EXERCISE OBJECTIVE: Please transcribe the records precisely; pictures stay out of your copy.

INFORMATION SHOWN:
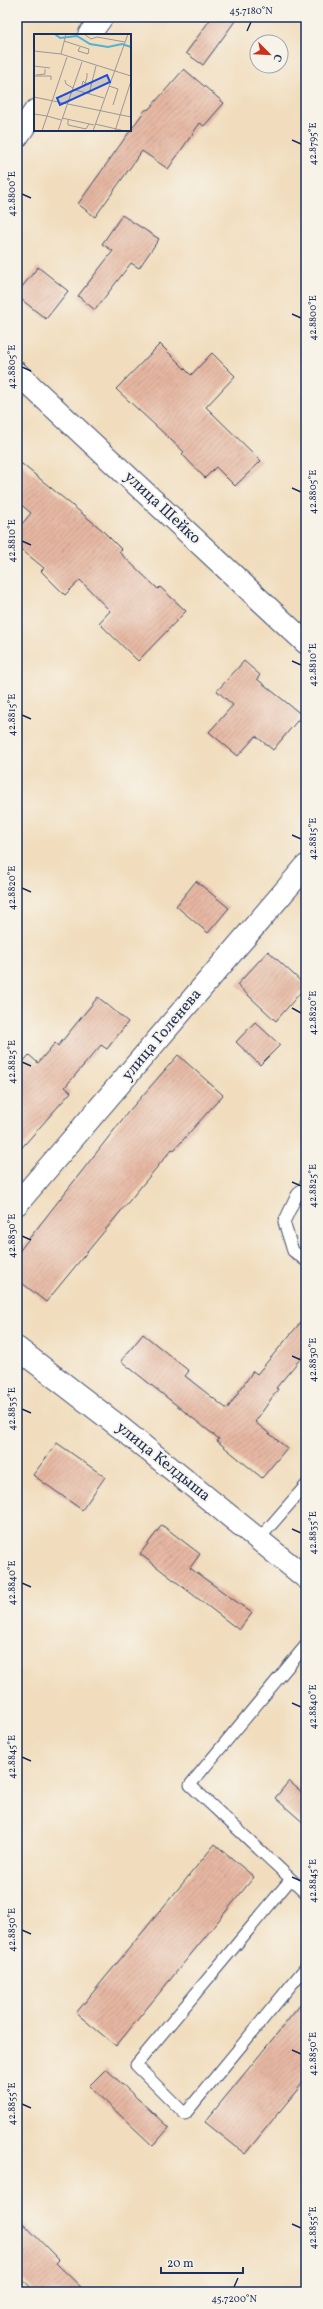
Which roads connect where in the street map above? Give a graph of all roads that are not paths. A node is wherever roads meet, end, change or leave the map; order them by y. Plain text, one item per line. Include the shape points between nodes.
1 (102, 17) edge
2 (90, 34) edge
3 (34, 113) edge
4 (17, 137) edge
5 (17, 373) edge
6 (306, 643) edge
7 (306, 866) edge
8 (306, 1184) edge
9 (17, 1204) edge
10 (306, 1261) edge
11 (17, 1348) edge
12 (306, 1485) edge
13 (259, 1540) junction
14 (306, 1578) edge
15 (306, 1645) edge
16 (291, 1879) junction
17 (306, 1892) edge
18 (306, 1967) edge

1 - 2 street
3 - 4 street
5 - 6 street, улица Шейко
7 - 9 street, улица Голенева
8 - 10 lane via 297,1195 284,1222 293,1251
11 - 13 street, улица Келдыша via 122,1428
12 - 13 lane
13 - 14 street, улица Келдыша
15 - 16 lane via 190,1785
16 - 17 lane
16 - 18 lane via 136,2066 185,2114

SOLUTION TO THIS EXERCISE:
Which roads connect where in the street map above? Give a graph of all roads that are not paths. A node is wherever roads meet, end, change or leave the map; order them by y. Plain text, one item per line. Include the shape points between nodes.
1 (102, 17) edge
2 (90, 34) edge
3 (34, 113) edge
4 (17, 137) edge
5 (17, 373) edge
6 (306, 643) edge
7 (306, 866) edge
8 (306, 1184) edge
9 (17, 1204) edge
10 (306, 1261) edge
11 (17, 1348) edge
12 (306, 1485) edge
13 (259, 1540) junction
14 (306, 1578) edge
15 (306, 1645) edge
16 (291, 1879) junction
17 (306, 1892) edge
18 (306, 1967) edge

1 - 2 street
3 - 4 street
5 - 6 street, улица Шейко
7 - 9 street, улица Голенева
8 - 10 lane via 297,1195 284,1222 293,1251
11 - 13 street, улица Келдыша via 122,1428
12 - 13 lane
13 - 14 street, улица Келдыша
15 - 16 lane via 190,1785
16 - 17 lane
16 - 18 lane via 136,2066 185,2114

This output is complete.